Al contrario que las enmiendas de Madison reconocidas en la Constitución americana, aquí no se garantiza ningún derecho a tener armas para defenderse ni para atacar, aquí se habla de derechos y deberes imprescindibles para impedir el abuso y garantizar que todos los seres humanos pudieran tener las mismas posibilidades para desarrollar sus vidas libres de las cadenas que los habían atenazado hasta entonces. Es cierto que una constitución, cualquiera, es una declaración de intenciones, un camino que ha de ser recorrido con el empuje de la ciudadanía y que debe abrir nuevas fronteras al pleno desarrollo en libertad de los seres humanos, pero no menos verdad es que desde aquella declaración de 1789 todas las constituciones del mundo, incluso la Declaración de Derechos del Hombre de Naciones Unidas, han bebido de ella y han querido imitar su espíritu, unas veces con mayor ambición, otras sin ninguna.
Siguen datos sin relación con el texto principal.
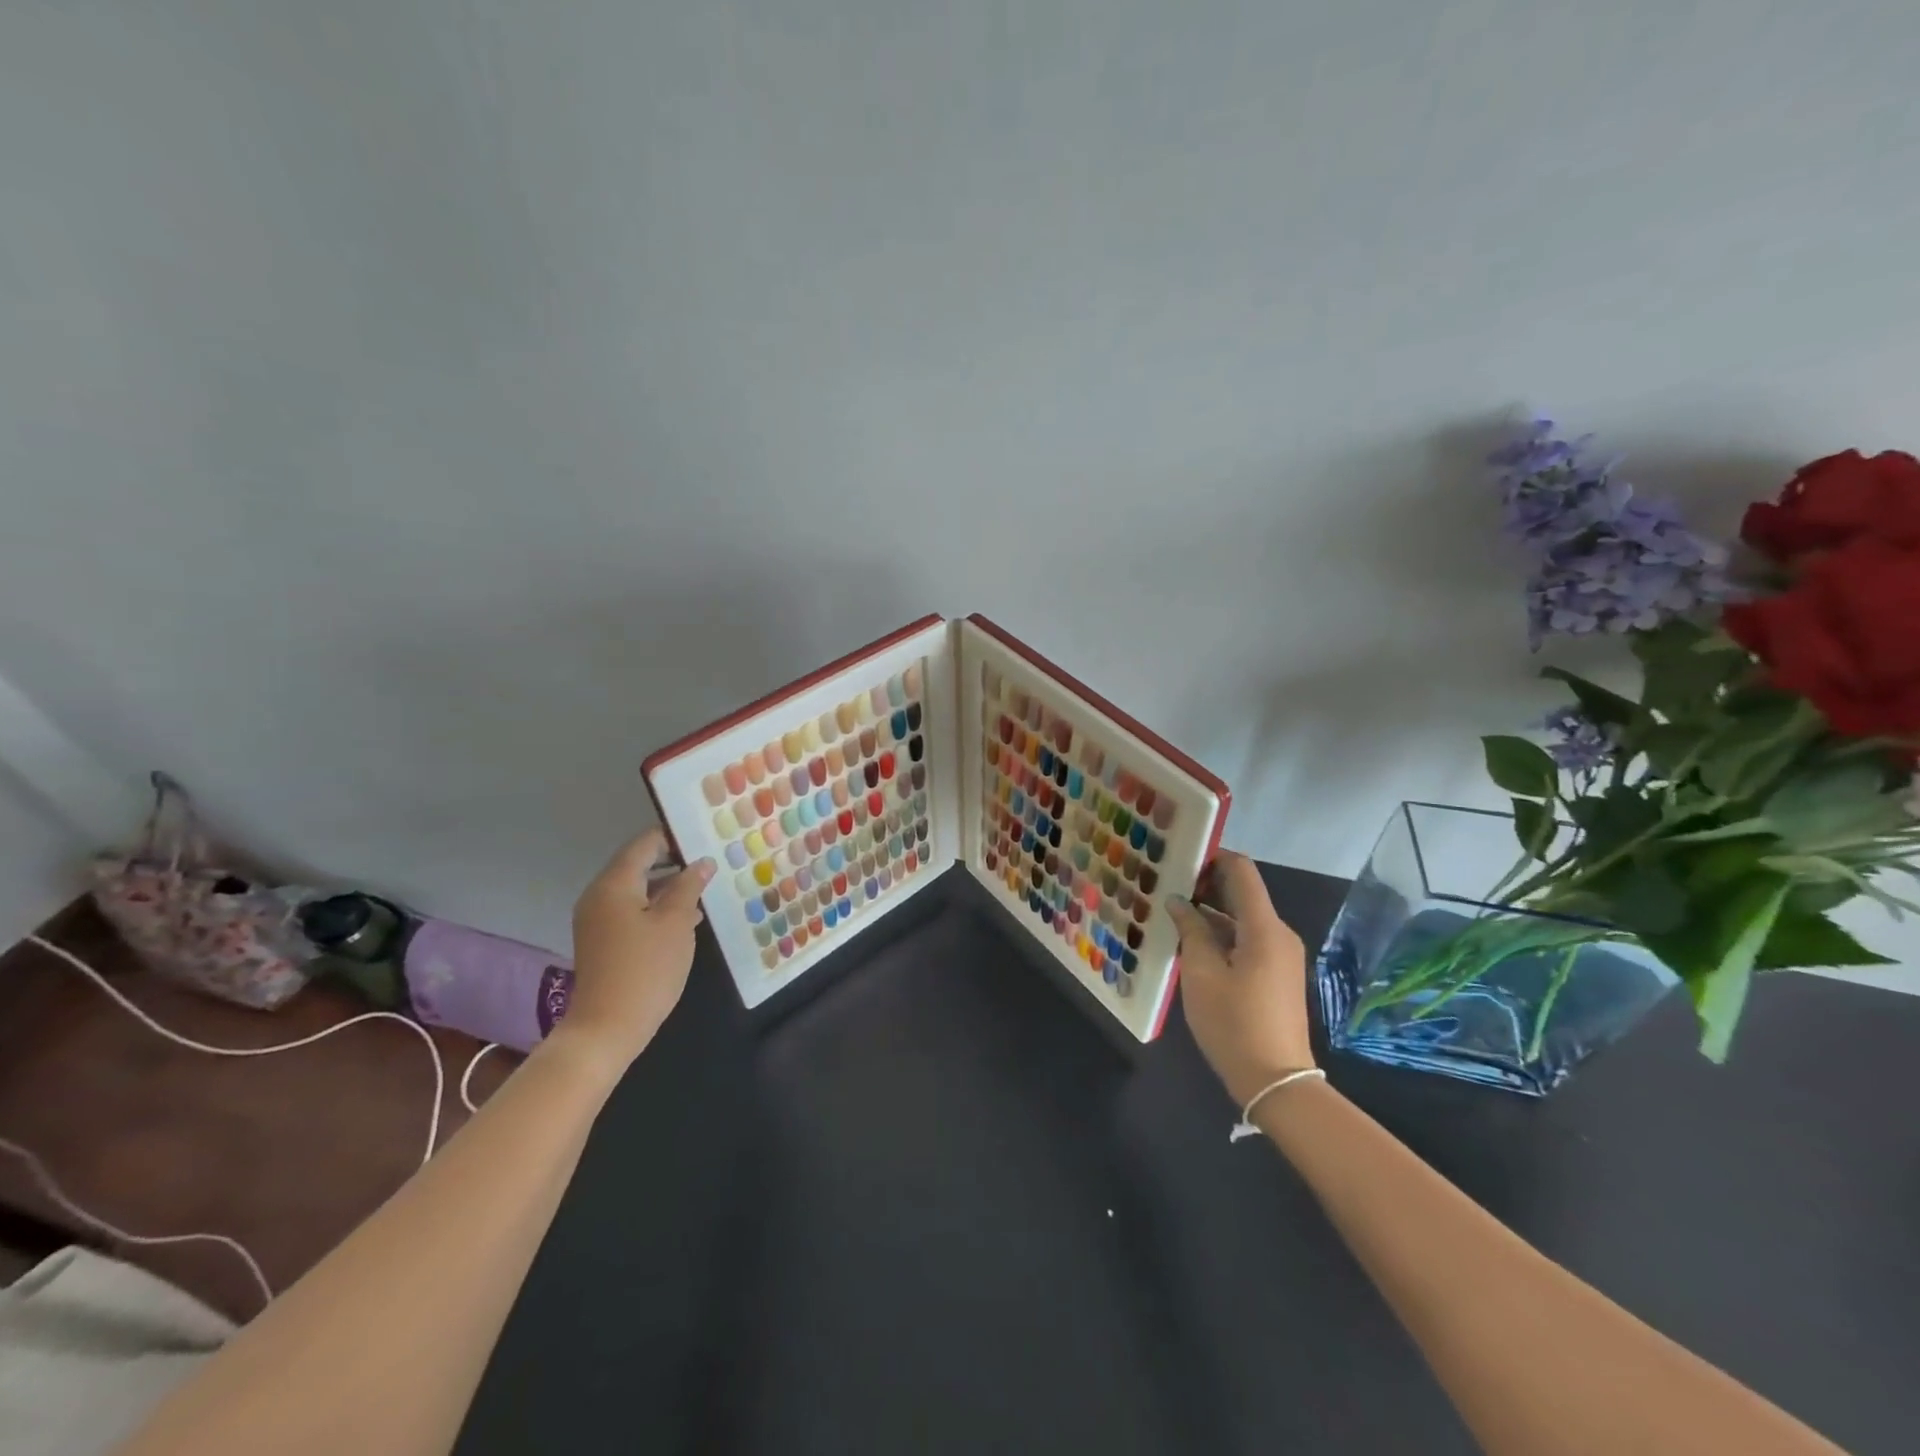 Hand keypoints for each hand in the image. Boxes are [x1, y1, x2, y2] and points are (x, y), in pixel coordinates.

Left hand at [556, 830, 713, 1076]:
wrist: (607, 1029)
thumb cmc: (646, 969)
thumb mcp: (676, 923)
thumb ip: (688, 887)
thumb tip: (702, 862)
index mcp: (614, 884)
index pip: (645, 844)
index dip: (675, 837)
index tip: (706, 836)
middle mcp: (600, 895)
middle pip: (638, 864)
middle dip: (674, 861)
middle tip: (711, 860)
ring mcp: (598, 919)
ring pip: (637, 889)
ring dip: (668, 886)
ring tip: (706, 887)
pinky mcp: (603, 940)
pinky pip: (632, 909)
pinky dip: (656, 906)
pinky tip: (687, 917)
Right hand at [1166, 851, 1313, 1105]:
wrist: (1275, 1081)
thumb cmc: (1234, 1022)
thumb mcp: (1201, 973)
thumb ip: (1190, 930)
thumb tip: (1179, 902)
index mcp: (1263, 927)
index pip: (1241, 871)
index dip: (1212, 857)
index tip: (1178, 857)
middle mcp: (1278, 933)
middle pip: (1242, 892)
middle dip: (1205, 884)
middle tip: (1166, 884)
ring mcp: (1280, 955)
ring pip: (1242, 917)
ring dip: (1210, 910)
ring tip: (1171, 911)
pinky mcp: (1276, 973)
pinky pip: (1247, 938)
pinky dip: (1221, 932)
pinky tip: (1191, 941) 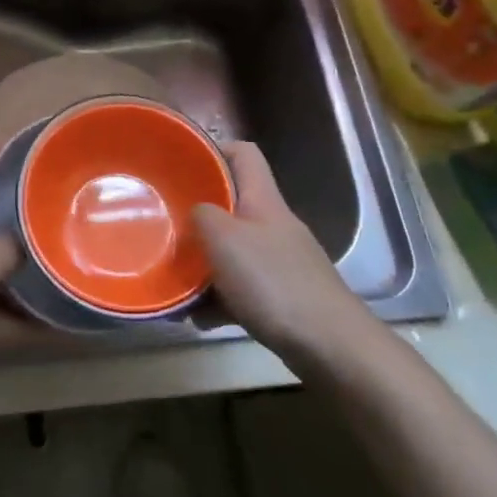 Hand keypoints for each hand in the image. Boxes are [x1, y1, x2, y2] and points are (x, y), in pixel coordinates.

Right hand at [194, 141, 375, 355]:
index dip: (213, 151)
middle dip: (198, 215)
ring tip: (174, 278)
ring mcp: (281, 262)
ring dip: (204, 263)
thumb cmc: (273, 282)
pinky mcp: (282, 298)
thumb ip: (202, 216)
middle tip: (165, 225)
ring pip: (233, 250)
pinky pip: (241, 288)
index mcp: (264, 201)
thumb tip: (194, 212)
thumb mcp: (224, 239)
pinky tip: (198, 316)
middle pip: (232, 205)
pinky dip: (219, 299)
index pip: (243, 154)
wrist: (330, 345)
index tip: (181, 164)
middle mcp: (274, 225) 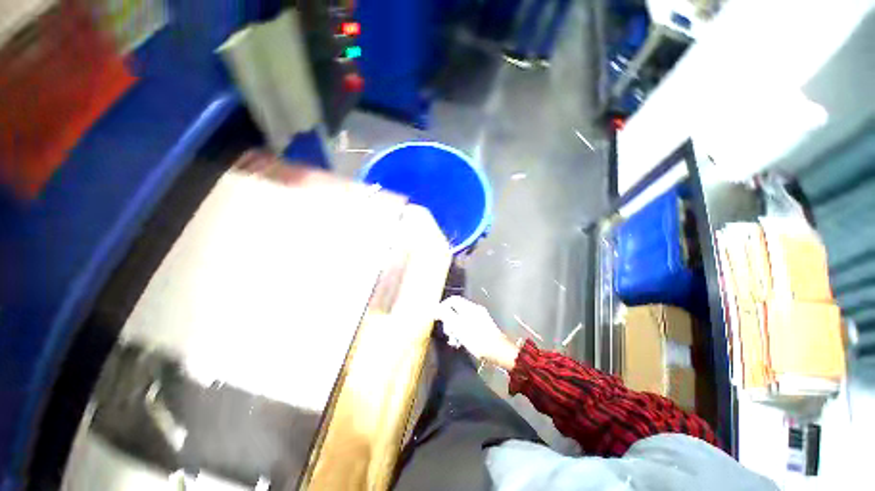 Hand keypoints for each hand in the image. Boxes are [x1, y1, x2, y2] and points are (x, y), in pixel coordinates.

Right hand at [436, 296, 519, 369]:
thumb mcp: (458, 327)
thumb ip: (446, 315)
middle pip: (456, 309)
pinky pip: (468, 324)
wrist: (498, 351)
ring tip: (454, 341)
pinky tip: (461, 342)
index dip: (442, 307)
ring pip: (461, 318)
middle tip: (448, 333)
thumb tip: (436, 308)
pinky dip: (462, 331)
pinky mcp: (483, 325)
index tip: (437, 318)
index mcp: (469, 307)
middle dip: (449, 320)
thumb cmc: (477, 339)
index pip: (452, 300)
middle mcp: (474, 309)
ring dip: (455, 328)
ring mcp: (480, 316) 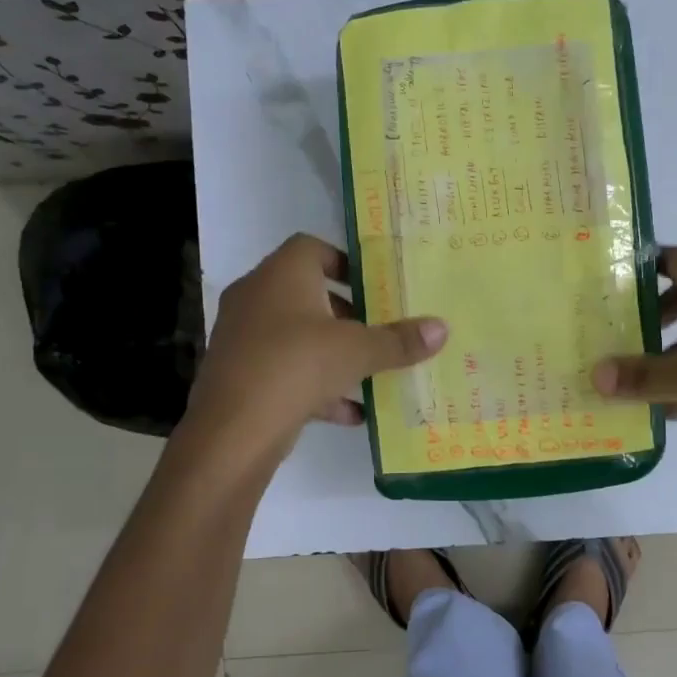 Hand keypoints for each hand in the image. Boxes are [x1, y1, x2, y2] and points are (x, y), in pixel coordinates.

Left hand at [183, 233, 447, 459]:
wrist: (234, 429)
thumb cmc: (297, 365)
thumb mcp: (358, 351)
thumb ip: (399, 340)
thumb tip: (442, 328)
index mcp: (281, 275)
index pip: (311, 247)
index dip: (344, 261)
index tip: (373, 285)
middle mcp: (256, 298)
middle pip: (305, 293)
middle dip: (344, 312)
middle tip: (377, 328)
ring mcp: (243, 338)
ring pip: (294, 336)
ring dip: (330, 351)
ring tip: (369, 370)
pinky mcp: (239, 376)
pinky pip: (284, 372)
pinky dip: (315, 387)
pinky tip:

Ahora, yo me remontaría a la llegada de Reagan y Thatcher al poder, se trata de acabar con el Derecho, de sustituirlo por la arbitrariedad, por la ley del más fuerte, del abusón, del malvado, del individuo que vive al margen de la evolución humana, mucho más próximo como está a la del resto de los animales. Ni las constituciones valen nada ni tampoco las declaraciones de derechos, ni los códigos, sirve la ley del más rico, sirven sus juguetes, sus manipulaciones, sus mentiras, sus caprichos, cambiar el nombre de los golfos, apropiarse de tierras o repartirse otras, someter al desobediente, humillar y robar, esparcir el hambre y la miseria, la tristeza y la incertidumbre. Es por eso, como decíamos en otro artículo pasado, que Europa, la Europa que comenzó a caminar con el impulso del Renacimiento y las luces de la Ilustración y apenas ha recorrido los primeros trechos de un camino infinito, tiene que dejar bien claras sus claves identitarias, sí, por un lado Donatello, Cellini, Petrarca, Mirandola, Valdés, Cervantes, Shakespeare, Tolstoi, por otro la defensa absoluta de la dignidad del hombre, del derecho de todos a tener un juicio justo tras una acusación fundada, la prohibición de las ejecuciones callejeras o en patíbulos, la exaltación de los derechos humanos por encima de cualquier otra consideración, derecho a la vida, a la vivienda, al libre pensamiento, a la libre expresión, a la educación laica, a creer en el dios que apetezca, al respeto a las demás naciones, al diálogo como único instrumento válido de las relaciones internacionales, al respeto, a la nulidad de lo unilateral y a la eliminación de la guerra como forma de relación entre países y grupos de personas. Hoy más que nunca Europa debe constituirse como baluarte contra el nuevo fascismo que viene de Norteamérica, que sopla desde los Urales.